The problem premise: the old system, the person who designed the system at that time probably did not graduate from university, and the table design and sql statement were not just rubbish, they could not be looked at directly. The original developers have all left and come to me for maintenance. This is the legendary one who runs away without maintenance, and then I am the one who fell into the hole! ! !

I try to solve the problem, so, there is this log.

Program overview

Option 1: Optimize the existing mysql database.

Advantages: does not affect the existing business, the source program does not need to modify the code, and the cost is the lowest; Disadvantages: there is an optimization bottleneck, and the data volume is over 100 million.

Option 2: Upgrade the database type to a database that is 100% compatible with mysql.

Advantages: Does not affect the existing business, the source program does not need to modify the code, you hardly need to do any operation to improve the performance of the database; Disadvantages: more money

Option 3: One step, big data solution, replacement of newsql/nosql database.

Advantages: strong scalability, low cost, no data capacity bottleneck; disadvantages: need to modify the source code

The above three schemes can be used in order. If the data volume is below 100 million, there is no need to change to nosql, and the development cost is too high. I tried all three options, and they all formed a landing solution. In the process, I expressed condolences to the developers who ran away 10,000 times :)

Option 1: Optimize the existing mysql database

Communicate with Alibaba Cloud database bosses, Google solutions, and ask the group bosses, summarized as follows (all the essence):

  1. Performance should be considered when database design and table creation

  2. The preparation of sql requires attention to optimization

  3. Partition

  4. Sub-table

  5. Sub-library

1. Consider performance when database design and table creation

The mysql database itself is highly flexible, resulting in insufficient performance and heavily dependent on the ability of developers. In other words, if the developer's ability is high, mysql performance is high. This is also a common problem with many relational databases, so the company's dba usually has a huge salary.

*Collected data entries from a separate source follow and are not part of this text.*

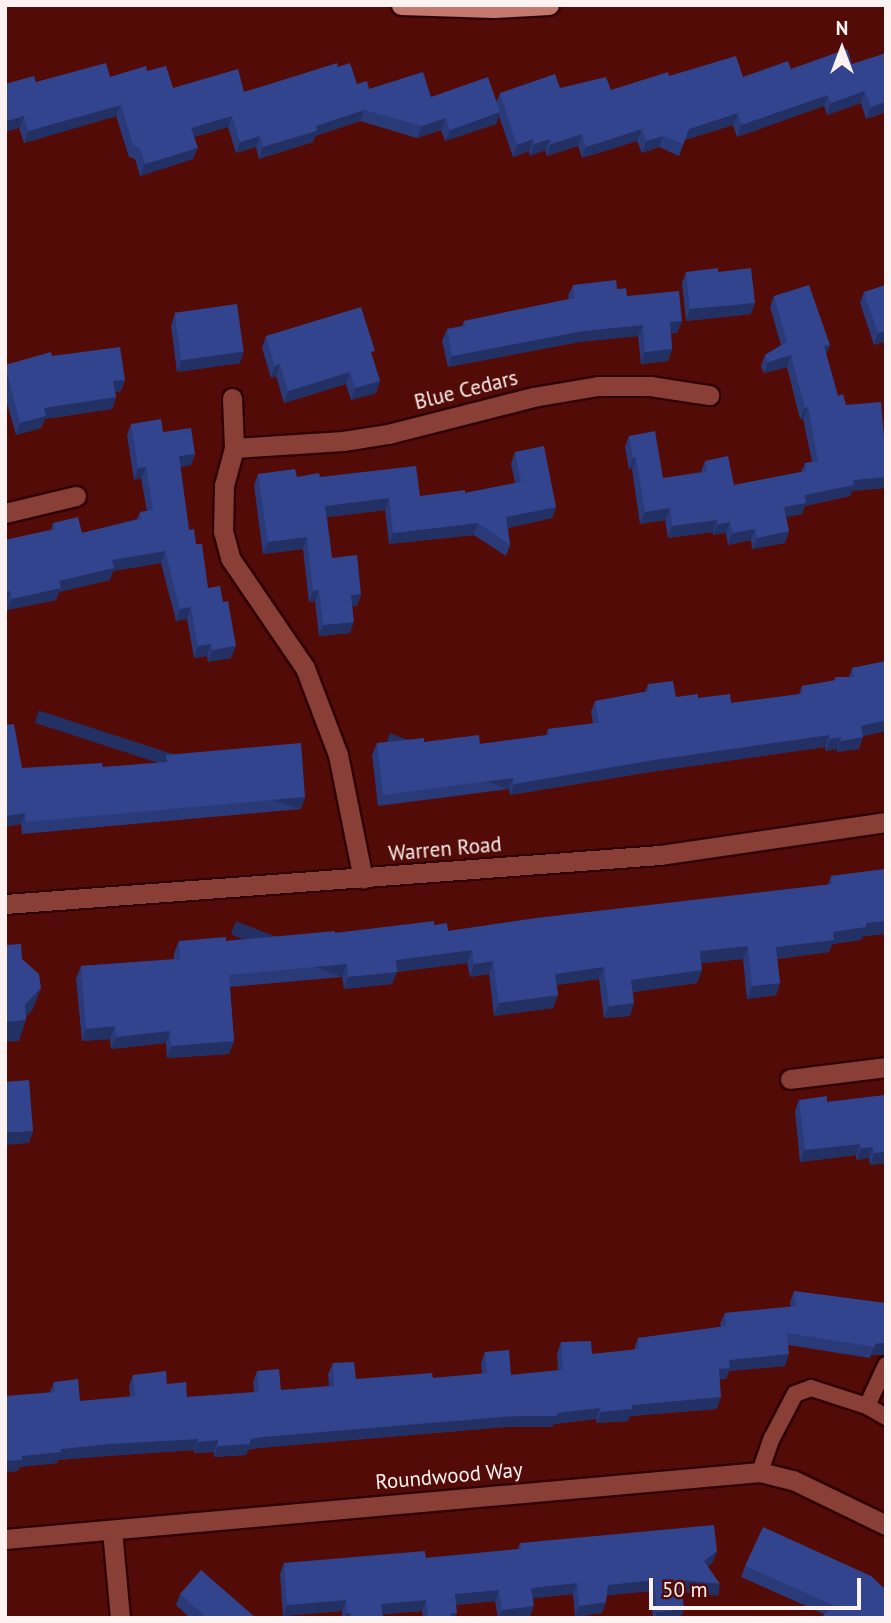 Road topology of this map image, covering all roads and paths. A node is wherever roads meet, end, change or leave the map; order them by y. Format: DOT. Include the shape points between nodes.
graph roads {
  1 [pos="401,5"];
  2 [pos="549,5"];
  3 [pos="428,6"];
  4 [pos="709,395"];
  5 [pos="232,398"];
  6 [pos="234,448"];
  7 [pos="76,496"];
  8 [pos="5,513"];
  9 [pos="886,822"];
  10 [pos="363,879"];
  11 [pos="5,904"];
  12 [pos="886,1067"];
  13 [pos="790,1079"];
  14 [pos="886,1366"];
  15 [pos="867,1406"];
  16 [pos="886,1417"];
  17 [pos="760,1472"];
  18 [pos="886,1525"];
  19 [pos="111,1530"];
  20 [pos="5,1539"];
  21 [pos="120,1618"];
  1 -- 3 [label="main road"];
  2 -- 3 [label="main road"];
  4 -- 6 [label="street, Blue Cedars" via="650,386 598,386 343,442"];
  5 -- 6 [label="street"];
  6 -- 10 [label="street" via="224,485 223,531 230,558 305,668 338,755"];
  7 -- 8 [label="street"];
  9 -- 10 [label="street, Warren Road" via="660,855"];
  10 -- 11 [label="street, Warren Road"];
  12 -- 13 [label="street"];
  14 -- 15 [label="lane"];
  15 -- 16 [label="lane"];
  15 -- 17 [label="lane" via="811,1388 794,1394"];
  17 -- 18 [label="street, Roundwood Way" via="793,1480"];
  17 -- 19 [label="street, Roundwood Way"];
  19 -- 20 [label="street, Roundwood Way"];
  19 -- 21 [label="street"];
}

Pay attention to when designing the table:

  • Table fields avoid the occurrence of null values. Null values ​​are difficult to query and optimize and occupy additional index space. The default number 0 is recommended to replace null.

  • Try to use INT instead of BIGINT. If it is non-negative, add UNSIGNED (so that the value capacity will be doubled). Of course, it is better to use TINYINT, SMALLINT, and MEDIUM_INT.

  • Use enum or integer instead of string type

  • Try to use TIMESTAMP instead of DATETIME

  • Do not have too many fields in a single table, it is recommended to be within 20

  • Use integer to store IP

index

  • Indexes are not as many as possible. They should be created in a targeted manner according to the query. Consider creating indexes on the columns involved in the WHERE and ORDER BY commands. You can check whether indexes are used or full table scans according to EXPLAIN.

  • Should try to avoid the NULL value judgment of the field in the WHERE clause, otherwise it will cause the engine to give up using the index and perform a full table scan

  • Fields with sparse value distribution are not suitable for indexing, such as "gender" fields with only two or three values

  • Only prefix index for character fields

  • Character fields are best not to be the primary key

  • No foreign keys, guaranteed by the program

  • Try not to use UNIQUE, it is bound by program guarantee

  • When using multi-column indexes, the order of ideas and query conditions are consistent, and unnecessary single-column indexes are deleted.

In short, use the appropriate data type and select the appropriate index

Choose the right data type

  • (1) Use the smallest data type that can store data, integer <date, time <char, varchar <blob

  • (2) Use simple data types. Integers are less expensive than character processing because the comparison of strings is more complicated. For example, int type storage time type, bigint type to ip function

  • (3) Use a reasonable field attribute length, a fixed-length table will be faster. Use enum, char instead of varchar

  • (4) Use not null to define fields as much as possible

  • (5) Use text as little as possible, and it is best to separate tables

Choose the appropriate index column

  • (1) Query frequent columns, columns appearing in the where, group by, order by, and on clauses

  • (2) The columns where <, <=, =, >, >=, between, in, and like string + wildcard (%) appear in the where condition

  • (3) For columns with small length, the smaller the index field, the better, because the storage unit of the database is a page, and the more data that can be stored in a page, the better

  • (4) Columns with large dispersion (many different values) are placed in front of the joint index. Check the degree of dispersion, which is achieved by counting different column values. The larger the count, the higher the degree of dispersion:

The original developer has run away. The table has already been created and I cannot modify it. Therefore: the wording cannot be implemented, give up!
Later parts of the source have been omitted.